Cell density affects experimental outcomes.

(A) HEK 293FT cells were plated in 6 well-plates according to the following scheme: 5 sets of control cells at a range of densities (100-500K cells per well) and 4 sets of cells at the highest density (500K cells per well) for treatment. All control cells were treated with the vehicle (control), and the remaining 4 sets were treated with 25 μM Ly294002 (Ly), 2.5 μg/μl Brefeldin A (BFA), 100 ng/ml nocodazole (noco) or 800 nM YM-201636 (YM), for the last 20h before lysis. Ctl N, control cells plated at the same number (500K) as the treated cells; Ctl D, control cells with matching cell density at the experimental endpoint.
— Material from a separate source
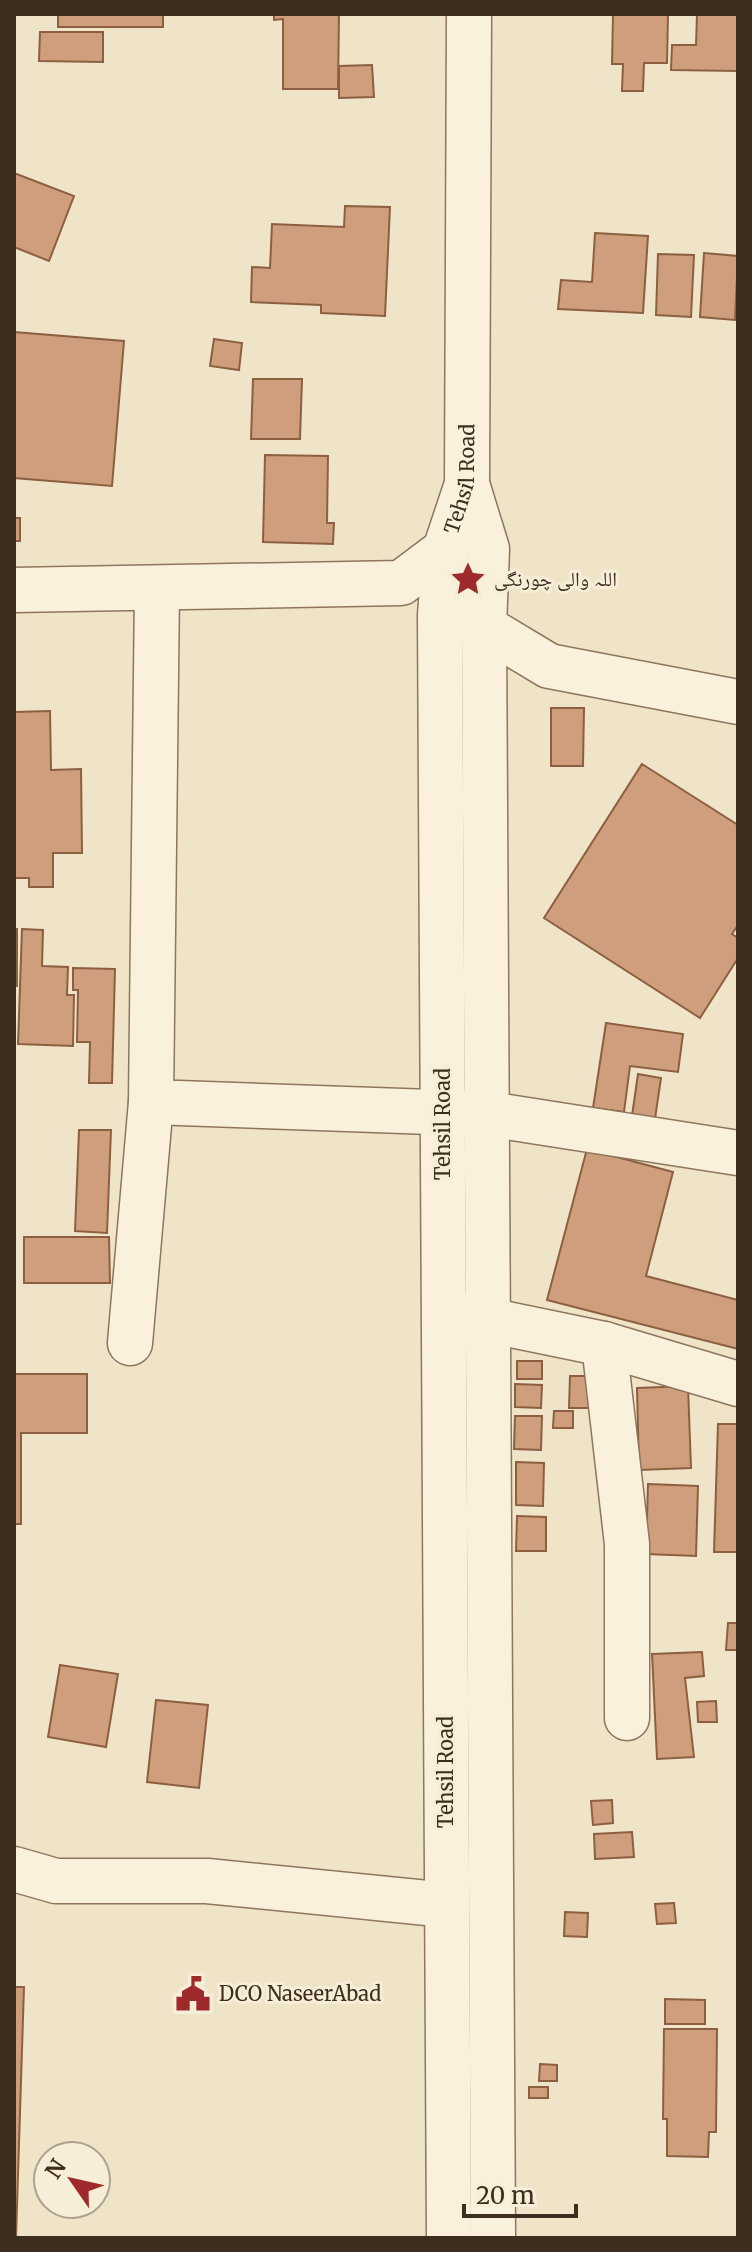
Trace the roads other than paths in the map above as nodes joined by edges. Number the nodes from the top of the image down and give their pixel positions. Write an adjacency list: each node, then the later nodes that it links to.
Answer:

In classical experimental design, Ctl N is used as a control. (B) Cells were imaged before the lysis and matched with one of the controls based on cell density. Scale bar, 100 μm. (C-F) Cell lysates were analyzed by Western blotting using indicated antibodies. Ctl N and Ctl D were simultaneously compared with treated cells. GAPDH was used as a loading control. (G-J) Western blot images were quantified and the values normalized to GAPDH; Bar graph data are mean ± SD. *p<0.05, **p<0.01, ***p<0.001.